The stimulation of central chemoreceptors by CO2 is considered essential for breathing. The supporting evidence include the fact that central apnea in neonates correlates with immaturity of the CO2-sensing mechanism, and that congenital central hypoventilation syndrome (CCHS) is characterized by the absence of a ventilatory response to elevated PCO2. We reported previously that cerebral erythropoietin (Epo) is a potent respiratory stimulant upon normoxia and hypoxia.
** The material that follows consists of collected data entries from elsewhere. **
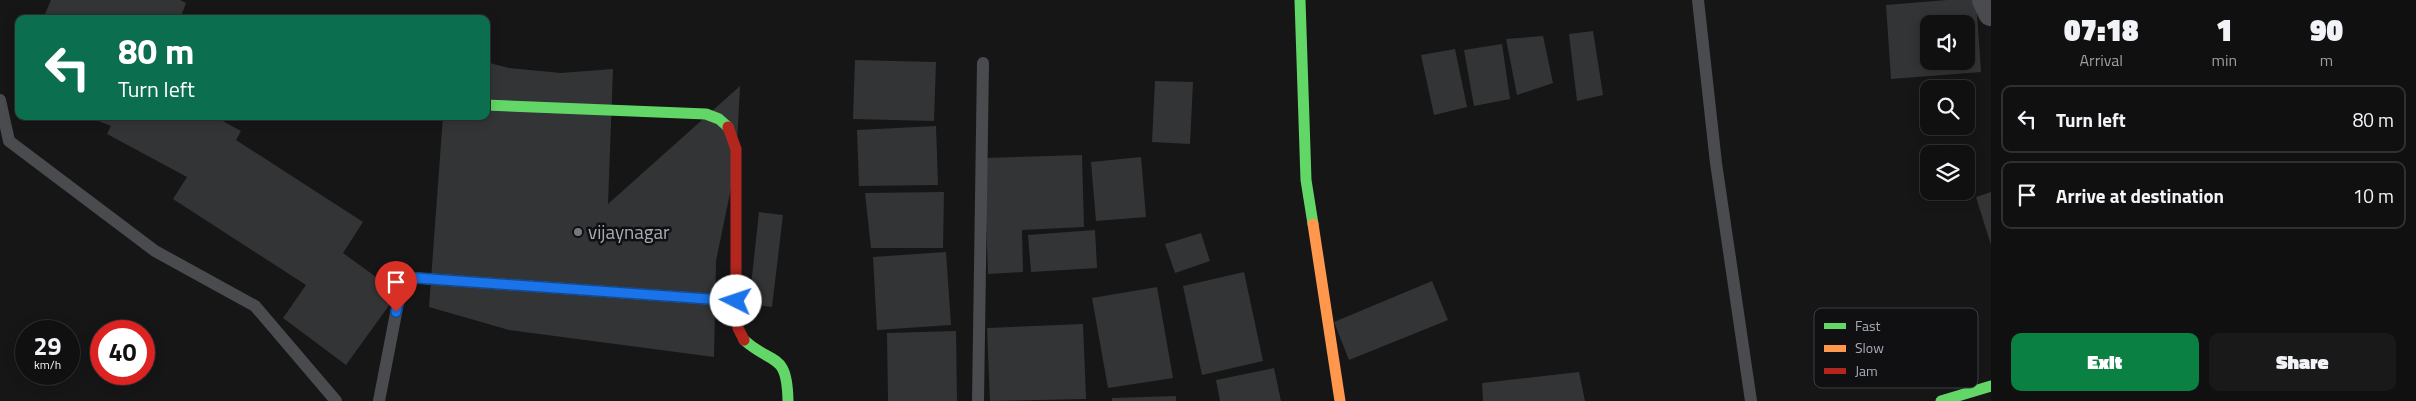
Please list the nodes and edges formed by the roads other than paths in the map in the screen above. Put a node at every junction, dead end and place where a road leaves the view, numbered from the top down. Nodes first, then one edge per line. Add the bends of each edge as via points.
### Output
1 (1300, 0) edge
2 (1698, 0) edge
3 (1985, 0) edge
4 (1991, 13) edge
5 (983, 63) dead end
6 (0, 100) edge
7 (490, 105) edge
8 (403, 277) joint
9 (736, 301) junction
10 (1991, 386) edge
11 (336, 401) edge
12 (379, 401) edge
13 (788, 401) edge
14 (978, 401) edge
15 (1340, 401) edge
16 (1751, 401) edge
17 (1941, 401) edge

1 - 15 street via 1306,180
2 - 16 lane via 1716,163
3 - 4 street
5 - 14 lane
6 - 11 lane via 8,141 155,251 255,306
7 - 9 street via 706,114 722,120 733,132 736,149
8 - 9 street
8 - 12 lane
9 - 13 street via 739,330 749,344 776,359 785,371
10 - 17 street

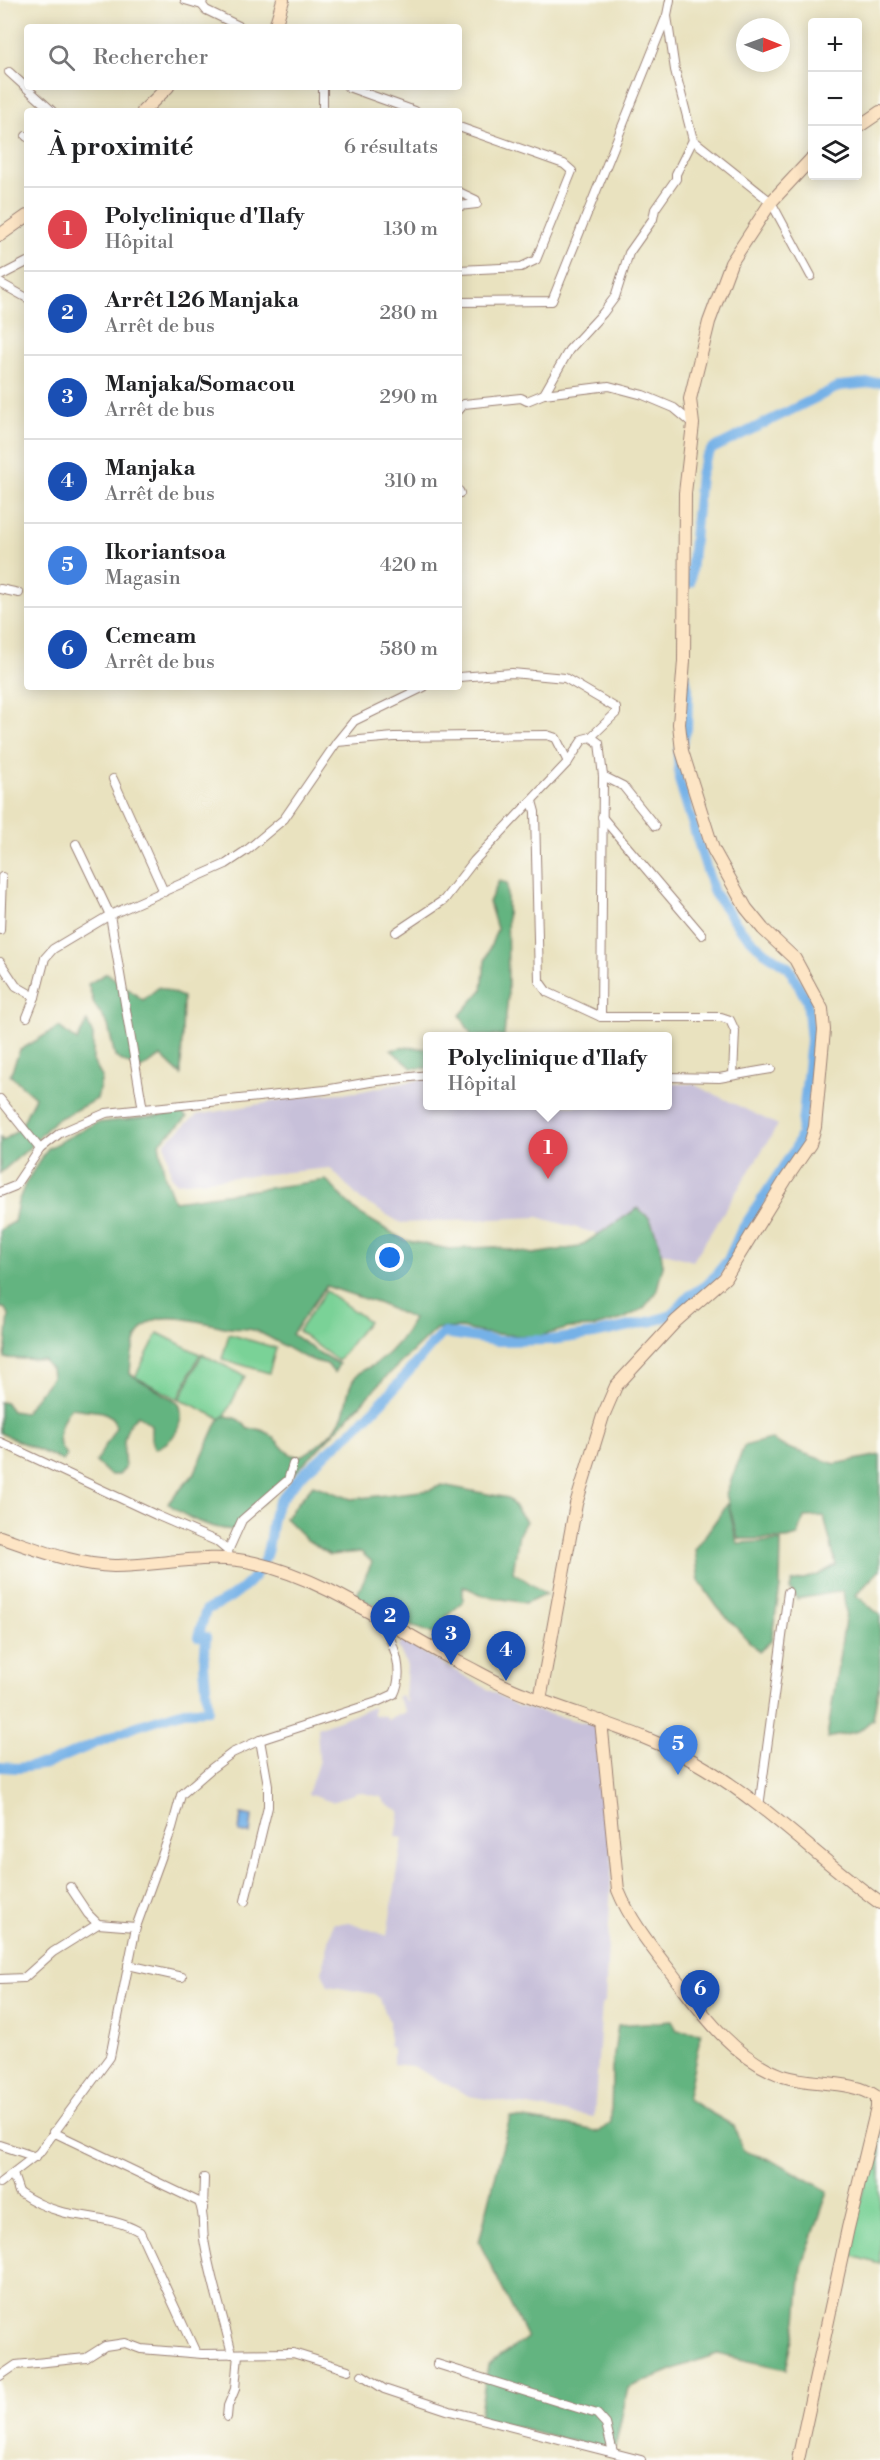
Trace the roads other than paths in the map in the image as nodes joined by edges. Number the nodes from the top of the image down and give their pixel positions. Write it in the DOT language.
graph roads {
  1 [pos="185,0"];
  2 [pos="283,0"];
  3 [pos="670,0"];
  4 [pos="202,2"];
  5 [pos="667,15"];
  6 [pos="235,24"];
  7 [pos="276,24"];
  8 [pos="9,72"];
  9 [pos="24,86"];
  10 [pos="29,90"];
  11 [pos="165,90"];
  12 [pos="323,90"];
  13 [pos="356,90"];
  14 [pos="49,108"];
  15 [pos="146,108"];
  16 [pos="323,108"];
  17 [pos="407,108"];
  18 [pos="880,112"];
  19 [pos="859,126"];
  20 [pos="462,128"];
  21 [pos="693,140"];
  22 [pos="808,163"];
  23 [pos="462,193"];
  24 [pos="771,202"];
  25 [pos="462,206"];
  26 [pos="24,218"];
  27 [pos="0,236"];
  28 [pos="24,264"];
  29 [pos="462,270"];
  30 [pos="0,276"];
  31 [pos="812,276"];
  32 [pos="0,283"];
  33 [pos="24,296"];
  34 [pos="462,302"];
  35 [pos="544,394"];
  36 [pos="462,406"];
  37 [pos="693,424"];
  38 [pos="0,589"];
  39 [pos="19,593"];
  40 [pos="462,677"];
  41 [pos="418,690"];
  42 [pos="591,737"];
  43 [pos="337,742"];
  44 [pos="568,762"];
  45 [pos="603,776"];
  46 [pos="113,779"];
  47 [pos="532,801"];
  48 [pos="602,817"];
  49 [pos="655,826"];
  50 [pos="76,844"];
  51 [pos="2,877"];
  52 [pos="164,892"];
  53 [pos="110,915"];
  54 [pos="0,930"];
  55 [pos="396,932"];
  56 [pos="702,935"];
  57 [pos="0,962"];
  58 [pos="35,997"];
  59 [pos="27,1017"];
  60 [pos="602,1017"];
  61 [pos="771,1069"];
  62 [pos="733,1075"];
  63 [pos="423,1076"];
  64 [pos="672,1077"];
  65 [pos="0,1099"];
  66 [pos="143,1110"];
  67 [pos="40,1149"];
  68 [pos="0,1192"];
  69 [pos="0,1442"];
  70 [pos="293,1464"];
  71 [pos="0,1537"];
  72 [pos="228,1555"];
  73 [pos="788,1592"];
  74 [pos="382,1619"];
  75 [pos="540,1700"];
  76 [pos="601,1721"];
  77 [pos="260,1740"];
  78 [pos="759,1807"];
  79 [pos="70,1887"];
  80 [pos="245,1901"];
  81 [pos="880,1903"];
  82 [pos="98,1924"];
  83 [pos="136,1927"];
  84 [pos="128,1965"];
  85 [pos="182,1977"];
  86 [pos="0,1979"];
  87 [pos="865,2089"];
  88 [pos="880,2092"];
  89 [pos="53,2132"];
  90 [pos="0,2145"];
  91 [pos="36,2157"];
  92 [pos="13,2174"];
  93 [pos="204,2178"];
  94 [pos="0,2183"];
  95 [pos="202,2209"];
  96 [pos="196,2353"];
  97 [pos="235,2354"];
  98 [pos="436,2364"];
  99 [pos="348,2370"];
  100 [pos="362,2375"];
  101 [pos="0,2376"];
  102 [pos="227,2417"];
  103 [pos="613,2452"];
  104 [pos="641,2460"];
  105 [pos="798,2460"];
  1 -- 4 [label="street"];
  2 -- 7 [label="street"];
  3 -- 5 [label="street"];
  4 -- 6 [label="street"];
  5 -- 21 [label="street"];
  5 -- 34 [label="street"];
  8 -- 9 [label="street"];
  10 -- 14 [label="street"];
  11 -- 15 [label="street"];
  12 -- 16 [label="street"];
  13 -- 17 [label="street"];
  18 -- 19 [label="street"];
  20 -- 29 [label="street"];
  21 -- 24 [label="street"];
  21 -- 35 [label="street"];
  22 -- 24 [label="street"];
  23 -- 25 [label="street"];
  24 -- 31 [label="street"];
  24 -- 37 [label="street"];
  26 -- 27 [label="street"];
  28 -- 30 [label="street"];
  32 -- 33 [label="street"];
  35 -- 36 [label="street"];
  35 -- 37 [label="street"];
  37 -- 75 [label="street"];
  38 -- 39 [label="street"];
  40 -- 42 [label="street"];
  41 -- 43 [label="street"];
  42 -- 44 [label="street"];
  42 -- 45 [label="street"];
  43 -- 44 [label="street"];
  43 -- 52 [label="street"];
  44 -- 47 [label="street"];
  45 -- 48 [label="street"];
  45 -- 49 [label="street"];
  46 -- 52 [label="street"];
  47 -- 55 [label="street"];
  47 -- 60 [label="street"];
  48 -- 56 [label="street"];
  48 -- 60 [label="street"];
  50 -- 53 [label="street"];
  51 -- 54 [label="street"];
  52 -- 53 [label="street"];
  53 -- 58 [label="street"];
  53 -- 66 [label="street"];
  57 -- 58 [label="street"];
  58 -- 59 [label="street"];
  60 -- 62 [label="street"];
  61 -- 62 [label="street"];
  62 -- 64 [label="street"];
  63 -- 66 [label="street"];
  65 -- 67 [label="street"];
  66 -- 67 [label="street"];
  67 -- 68 [label="street"];
  69 -- 72 [label="street"];
  70 -- 72 [label="street"];
  71 -- 72 [label="street"];
  72 -- 74 [label="street"];
  73 -- 78 [label="street"];
  74 -- 75 [label="street"];
  74 -- 77 [label="street"];
  75 -- 76 [label="street"];
  76 -- 78 [label="street"];
  76 -- 87 [label="street"];
  77 -- 80 [label="street"];
  77 -- 83 [label="street"];
  78 -- 81 [label="street"];
  79 -- 82 [label="street"];
  82 -- 83 [label="street"];
  82 -- 86 [label="street"];
  83 -- 84 [label="street"];
  84 -- 85 [label="street"];
  84 -- 89 [label="street"];
  87 -- 88 [label="street"];
  87 -- 105 [label="street"];
  89 -- 91 [label="street"];
  89 -- 95 [label="street"];
  90 -- 91 [label="street"];
  91 -- 92 [label="street"];
  92 -- 94 [label="street"];
  92 -- 96 [label="street"];
  93 -- 95 [label="street"];
  95 -- 97 [label="street"];
  96 -- 97 [label="street"];
  96 -- 101 [label="street"];
  97 -- 99 [label="street"];
  97 -- 102 [label="street"];
  98 -- 103 [label="street"];
  100 -- 103 [label="street"];
  103 -- 104 [label="street"];
}
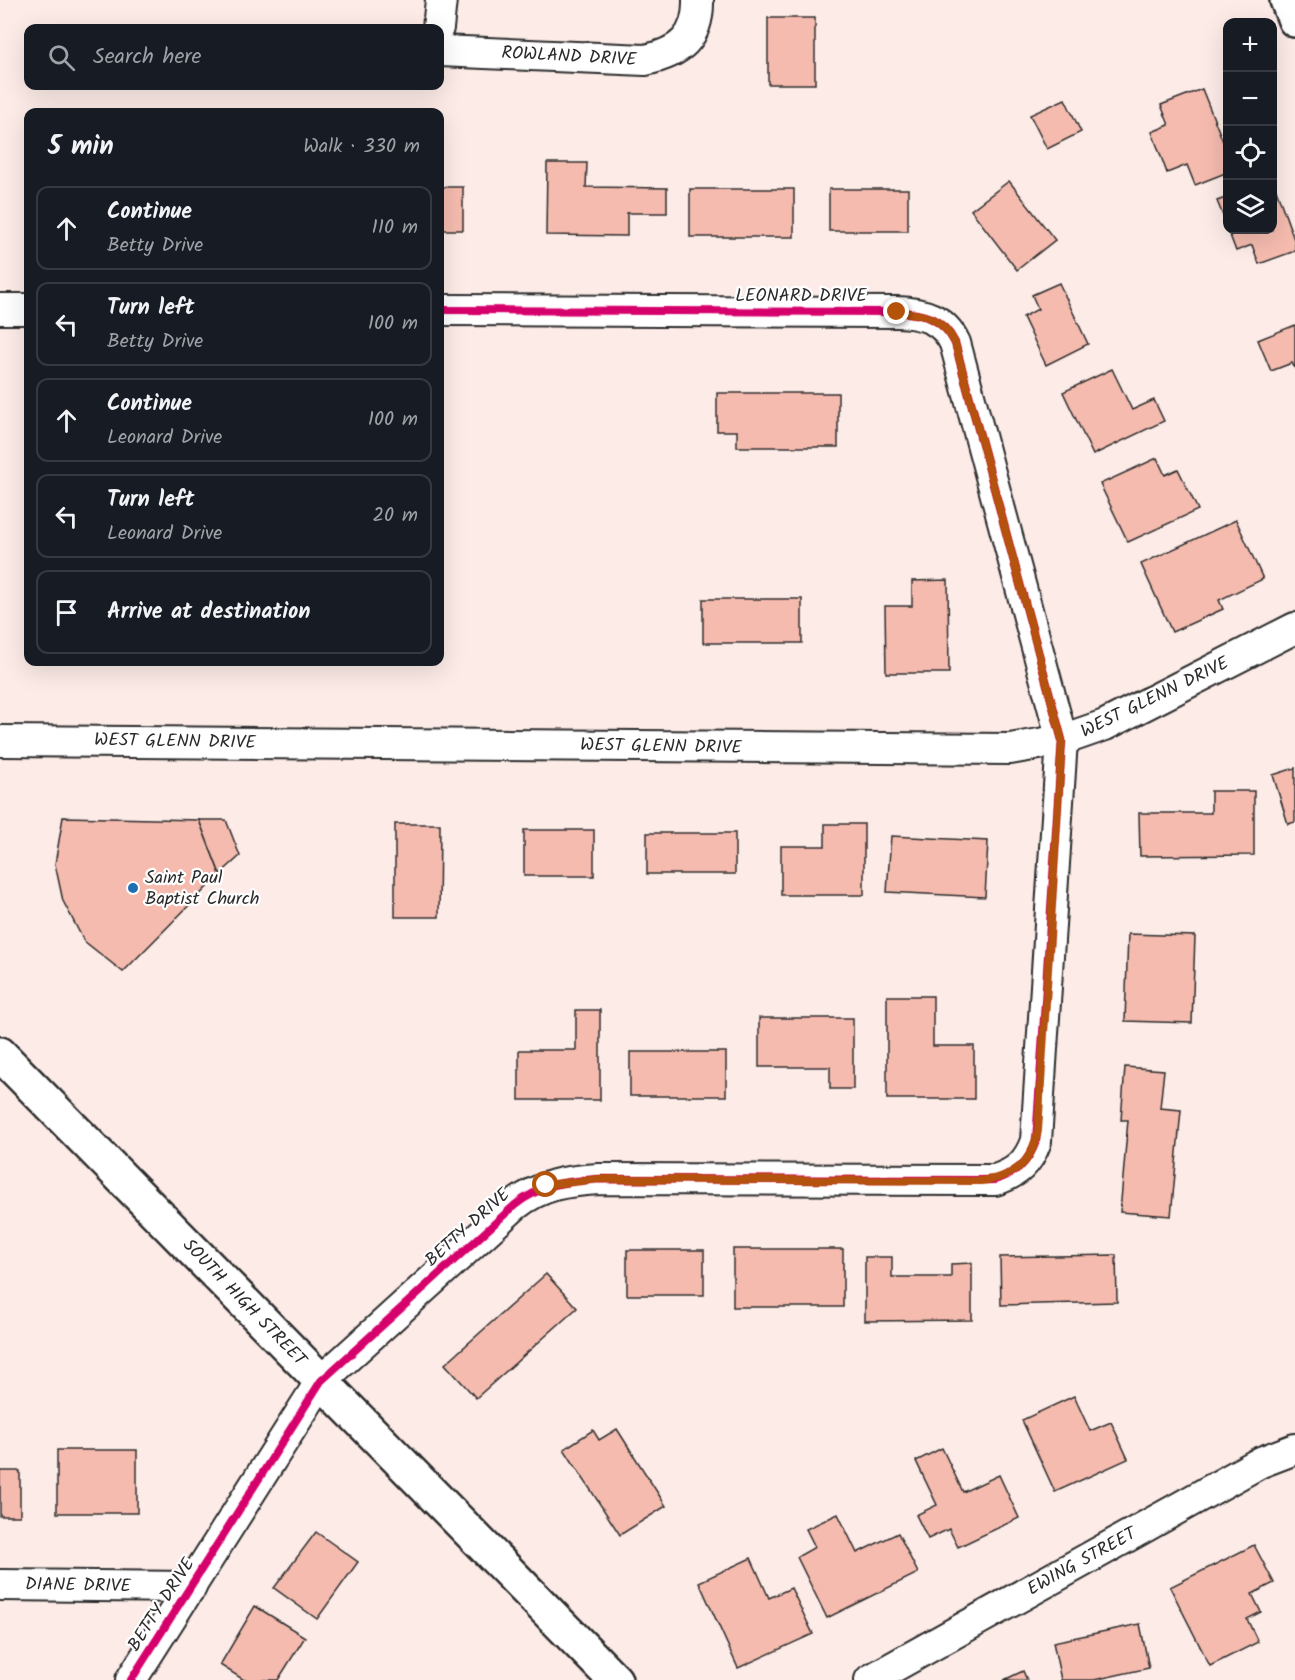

The injection of soluble Epo receptor (sEpoR; the natural EpoR competitor to bind Epo) via the cisterna magna (ICI: intra-cisternal injection) decreases basal ventilation in adult and newborn mice. Moreover, sEpoR induces respiratory depression in adult and newborn mice exposed to hypoxia. In this study we tested the hypothesis that endogenous brain Epo also modulates the respiratory stimulation induced by the activation of central CO2 chemoreceptors. Adult and newborn male and female mice received an injection of sEpoR or vehicle via the cisterna magna. Twenty-four hours later basal minute ventilation and the ventilatory response to hypercapnia (5% CO2) were evaluated by plethysmography. Our results did not show a difference in the hypercapnic response between sEpoR and vehicle-injected male or female mice at postnatal or adult ages. We concluded that endogenous brain Epo does not contribute to modulating the PCO2-mediated central activation of breathing.